Now hundreds of NCAFC activists are being told they're not welcome in the Labour Party.

One of the very few MPs to call for free education back then was Jeremy Corbyn. Now people who campaigned for policies he agrees with are being barred from voting.

I don't know if my links to the student movement were enough to get me kicked out—they didn't really bother to explain—but it seems many in the Labour Party machinery view any kind of extra-parliamentary politics as a form of witchcraft.

The show trials have begun. I'm not a member of a rival political organization. I am on the mailing list of a revolutionary group called Counterfire, which I must have signed up to back at uni. They go in my promotions folder and I never read them. In any case receiving emails from a group doesn't mean you buy its ideas. I'm also on the mailing list of a hedge fund magazine. That hardly makes me a hedge fund manager. Ditto spam folder.
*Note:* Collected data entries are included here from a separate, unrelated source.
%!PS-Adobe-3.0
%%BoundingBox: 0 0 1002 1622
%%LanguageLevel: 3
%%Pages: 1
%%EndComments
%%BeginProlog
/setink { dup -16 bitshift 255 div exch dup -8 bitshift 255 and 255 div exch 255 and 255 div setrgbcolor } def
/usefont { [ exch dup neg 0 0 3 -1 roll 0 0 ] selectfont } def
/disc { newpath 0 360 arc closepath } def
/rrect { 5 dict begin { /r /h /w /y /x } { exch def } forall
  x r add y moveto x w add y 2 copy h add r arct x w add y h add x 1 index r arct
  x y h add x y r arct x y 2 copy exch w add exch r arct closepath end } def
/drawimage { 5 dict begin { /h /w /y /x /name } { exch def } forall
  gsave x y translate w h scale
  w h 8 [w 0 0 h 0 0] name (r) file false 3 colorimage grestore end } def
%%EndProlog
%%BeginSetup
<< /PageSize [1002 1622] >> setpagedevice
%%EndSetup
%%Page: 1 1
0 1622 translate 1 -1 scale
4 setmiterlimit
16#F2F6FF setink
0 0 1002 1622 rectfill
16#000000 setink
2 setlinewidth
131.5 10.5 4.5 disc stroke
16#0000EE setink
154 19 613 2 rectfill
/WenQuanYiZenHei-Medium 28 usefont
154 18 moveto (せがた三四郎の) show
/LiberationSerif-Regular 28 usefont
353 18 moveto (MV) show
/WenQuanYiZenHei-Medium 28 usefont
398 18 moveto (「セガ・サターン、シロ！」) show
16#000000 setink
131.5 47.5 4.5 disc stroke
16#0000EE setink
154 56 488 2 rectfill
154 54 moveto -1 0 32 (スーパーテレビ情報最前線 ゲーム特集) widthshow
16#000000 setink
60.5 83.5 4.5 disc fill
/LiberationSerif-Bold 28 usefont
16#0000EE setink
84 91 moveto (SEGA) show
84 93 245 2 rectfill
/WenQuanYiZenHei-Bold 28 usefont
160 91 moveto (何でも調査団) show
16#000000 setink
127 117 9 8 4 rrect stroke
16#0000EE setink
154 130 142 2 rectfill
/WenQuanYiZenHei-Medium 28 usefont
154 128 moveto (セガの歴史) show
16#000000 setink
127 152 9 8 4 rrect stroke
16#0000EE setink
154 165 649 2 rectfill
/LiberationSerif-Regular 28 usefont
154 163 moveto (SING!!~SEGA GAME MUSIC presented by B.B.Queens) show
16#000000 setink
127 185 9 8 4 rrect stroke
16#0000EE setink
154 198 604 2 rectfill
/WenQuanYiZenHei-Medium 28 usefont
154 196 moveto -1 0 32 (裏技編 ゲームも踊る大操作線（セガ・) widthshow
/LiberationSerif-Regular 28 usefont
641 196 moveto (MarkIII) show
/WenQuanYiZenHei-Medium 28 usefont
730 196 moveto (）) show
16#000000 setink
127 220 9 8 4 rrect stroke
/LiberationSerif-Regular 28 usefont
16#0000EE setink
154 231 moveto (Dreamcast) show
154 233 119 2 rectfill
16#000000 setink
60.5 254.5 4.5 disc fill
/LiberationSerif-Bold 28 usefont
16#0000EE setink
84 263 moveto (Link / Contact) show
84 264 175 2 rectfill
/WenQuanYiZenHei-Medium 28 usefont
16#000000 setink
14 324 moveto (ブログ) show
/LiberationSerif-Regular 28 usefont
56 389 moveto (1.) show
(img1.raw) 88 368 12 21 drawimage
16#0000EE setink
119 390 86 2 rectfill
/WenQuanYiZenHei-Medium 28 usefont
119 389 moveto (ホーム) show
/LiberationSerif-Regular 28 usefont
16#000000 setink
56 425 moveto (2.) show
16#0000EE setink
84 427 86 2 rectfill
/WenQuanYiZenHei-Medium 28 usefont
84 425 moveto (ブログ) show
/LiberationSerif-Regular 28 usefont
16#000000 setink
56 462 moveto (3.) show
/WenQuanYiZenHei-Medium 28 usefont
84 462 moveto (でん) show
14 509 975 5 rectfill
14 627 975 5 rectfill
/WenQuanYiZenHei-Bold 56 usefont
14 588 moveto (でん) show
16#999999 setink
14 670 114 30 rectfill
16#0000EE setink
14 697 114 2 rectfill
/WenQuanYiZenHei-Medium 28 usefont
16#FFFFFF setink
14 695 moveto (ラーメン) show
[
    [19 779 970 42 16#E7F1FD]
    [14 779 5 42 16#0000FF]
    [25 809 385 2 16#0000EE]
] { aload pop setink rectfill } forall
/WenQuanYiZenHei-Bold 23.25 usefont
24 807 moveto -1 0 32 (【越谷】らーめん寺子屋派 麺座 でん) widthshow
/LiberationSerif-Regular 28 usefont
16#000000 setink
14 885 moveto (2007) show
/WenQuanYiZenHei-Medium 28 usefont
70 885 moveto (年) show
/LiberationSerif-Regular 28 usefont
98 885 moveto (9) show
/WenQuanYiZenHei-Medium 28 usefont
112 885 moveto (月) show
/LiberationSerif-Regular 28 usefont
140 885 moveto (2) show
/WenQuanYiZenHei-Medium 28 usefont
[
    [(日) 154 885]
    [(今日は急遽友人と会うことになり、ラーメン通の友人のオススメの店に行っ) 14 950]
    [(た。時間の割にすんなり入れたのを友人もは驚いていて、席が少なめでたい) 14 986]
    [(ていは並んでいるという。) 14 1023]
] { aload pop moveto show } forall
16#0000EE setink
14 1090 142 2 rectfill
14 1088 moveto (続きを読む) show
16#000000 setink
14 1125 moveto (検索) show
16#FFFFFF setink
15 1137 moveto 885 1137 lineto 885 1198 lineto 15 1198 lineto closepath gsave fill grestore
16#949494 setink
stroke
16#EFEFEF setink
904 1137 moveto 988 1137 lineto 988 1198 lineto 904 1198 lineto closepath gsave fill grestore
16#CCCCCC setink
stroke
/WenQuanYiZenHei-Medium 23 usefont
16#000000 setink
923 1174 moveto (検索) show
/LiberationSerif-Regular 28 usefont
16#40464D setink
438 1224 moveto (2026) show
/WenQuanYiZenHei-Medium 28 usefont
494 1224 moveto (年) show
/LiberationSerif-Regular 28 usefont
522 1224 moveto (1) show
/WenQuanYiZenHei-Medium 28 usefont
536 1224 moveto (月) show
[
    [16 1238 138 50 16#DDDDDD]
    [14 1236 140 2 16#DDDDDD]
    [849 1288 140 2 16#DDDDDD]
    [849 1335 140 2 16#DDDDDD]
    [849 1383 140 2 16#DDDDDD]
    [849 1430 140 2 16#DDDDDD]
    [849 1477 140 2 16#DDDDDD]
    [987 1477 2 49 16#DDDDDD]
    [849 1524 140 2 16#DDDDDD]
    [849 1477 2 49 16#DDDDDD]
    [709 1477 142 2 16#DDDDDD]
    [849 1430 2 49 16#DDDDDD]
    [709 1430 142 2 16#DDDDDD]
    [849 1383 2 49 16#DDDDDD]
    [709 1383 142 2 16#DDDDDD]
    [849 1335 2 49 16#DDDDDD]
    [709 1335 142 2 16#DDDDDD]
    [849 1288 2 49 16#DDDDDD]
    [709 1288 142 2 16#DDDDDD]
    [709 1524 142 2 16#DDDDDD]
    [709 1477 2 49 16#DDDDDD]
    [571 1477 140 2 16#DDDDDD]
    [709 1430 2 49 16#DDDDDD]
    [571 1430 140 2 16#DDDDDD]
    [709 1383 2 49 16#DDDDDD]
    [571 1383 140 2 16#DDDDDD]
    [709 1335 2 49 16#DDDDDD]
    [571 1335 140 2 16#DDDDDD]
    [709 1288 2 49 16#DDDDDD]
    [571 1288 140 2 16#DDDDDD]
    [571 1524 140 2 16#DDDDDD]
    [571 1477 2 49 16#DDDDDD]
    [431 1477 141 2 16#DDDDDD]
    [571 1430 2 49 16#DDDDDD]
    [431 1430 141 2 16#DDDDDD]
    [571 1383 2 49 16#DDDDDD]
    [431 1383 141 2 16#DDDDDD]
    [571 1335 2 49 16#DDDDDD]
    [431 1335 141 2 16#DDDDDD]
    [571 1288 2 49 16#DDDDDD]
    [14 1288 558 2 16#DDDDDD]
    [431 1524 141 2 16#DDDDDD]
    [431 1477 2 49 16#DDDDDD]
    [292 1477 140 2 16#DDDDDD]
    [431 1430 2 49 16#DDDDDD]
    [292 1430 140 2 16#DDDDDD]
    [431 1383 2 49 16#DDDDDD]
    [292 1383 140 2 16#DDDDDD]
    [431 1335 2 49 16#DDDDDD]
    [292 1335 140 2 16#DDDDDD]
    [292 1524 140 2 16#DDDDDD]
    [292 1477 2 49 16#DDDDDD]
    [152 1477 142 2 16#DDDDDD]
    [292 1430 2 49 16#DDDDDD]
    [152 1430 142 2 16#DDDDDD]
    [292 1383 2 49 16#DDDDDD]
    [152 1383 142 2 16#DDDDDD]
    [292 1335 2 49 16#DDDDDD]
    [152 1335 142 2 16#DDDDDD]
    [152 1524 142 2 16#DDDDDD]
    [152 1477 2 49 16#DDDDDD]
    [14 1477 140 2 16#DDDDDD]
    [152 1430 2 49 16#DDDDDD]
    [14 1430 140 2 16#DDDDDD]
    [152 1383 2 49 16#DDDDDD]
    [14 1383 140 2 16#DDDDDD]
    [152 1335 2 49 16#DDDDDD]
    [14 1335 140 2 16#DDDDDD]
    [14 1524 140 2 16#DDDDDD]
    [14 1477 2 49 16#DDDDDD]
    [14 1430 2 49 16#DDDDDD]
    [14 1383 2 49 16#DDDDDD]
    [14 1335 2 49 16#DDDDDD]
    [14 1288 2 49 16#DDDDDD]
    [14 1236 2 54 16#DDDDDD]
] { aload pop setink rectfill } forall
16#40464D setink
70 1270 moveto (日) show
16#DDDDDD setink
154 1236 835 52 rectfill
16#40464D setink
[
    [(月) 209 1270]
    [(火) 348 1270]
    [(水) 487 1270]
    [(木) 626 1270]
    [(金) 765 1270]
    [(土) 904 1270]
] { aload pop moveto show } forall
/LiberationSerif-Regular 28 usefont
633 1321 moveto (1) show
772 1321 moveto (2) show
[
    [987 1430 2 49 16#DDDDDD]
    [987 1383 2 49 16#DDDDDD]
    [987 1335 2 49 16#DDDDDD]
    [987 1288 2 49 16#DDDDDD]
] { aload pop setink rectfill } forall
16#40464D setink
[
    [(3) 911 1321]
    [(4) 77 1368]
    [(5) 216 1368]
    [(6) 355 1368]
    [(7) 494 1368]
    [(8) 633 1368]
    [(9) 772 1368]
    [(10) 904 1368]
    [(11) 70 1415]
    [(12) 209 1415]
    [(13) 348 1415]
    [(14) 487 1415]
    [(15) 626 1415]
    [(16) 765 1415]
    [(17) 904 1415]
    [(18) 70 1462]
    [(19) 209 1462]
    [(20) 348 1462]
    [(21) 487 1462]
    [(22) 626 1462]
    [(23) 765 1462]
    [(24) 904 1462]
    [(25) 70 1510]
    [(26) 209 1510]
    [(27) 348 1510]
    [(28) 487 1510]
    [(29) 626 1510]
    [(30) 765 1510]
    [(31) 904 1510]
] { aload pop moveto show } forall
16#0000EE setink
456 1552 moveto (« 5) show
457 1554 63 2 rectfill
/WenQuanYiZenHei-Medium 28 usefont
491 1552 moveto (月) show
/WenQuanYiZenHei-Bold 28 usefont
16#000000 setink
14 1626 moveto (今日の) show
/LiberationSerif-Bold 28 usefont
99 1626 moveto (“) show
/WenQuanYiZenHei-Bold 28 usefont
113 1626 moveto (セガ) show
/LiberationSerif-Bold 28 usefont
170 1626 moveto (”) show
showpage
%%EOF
Confused, I consulted the party rule book. "The Labour Party is a democratic socialist party," Clause IV sternly begins, conjuring memories of the late Tony Benn, pipe in mouth, in a university lecture hall. But there is a little in the New Labour Clause IV that I disagree with. It's probably a little soft on the private sector for the tastes of your average Corybnista when it says that "The enterprise of the market and the rigor of competition are joined with the forces of partnership and co-operation to produce the wealth the nation needs," but I'm was happy to sign up for it in 2010 when I first joined that party and I'd stick by that decision.

All of this raises the question of why the party is having this leadership debate, if people who fall on one side of that debate are beyond the pale.

Am I an entryist? Of course I'm an entryist, if that's the term for someone joining to vote for Corbyn.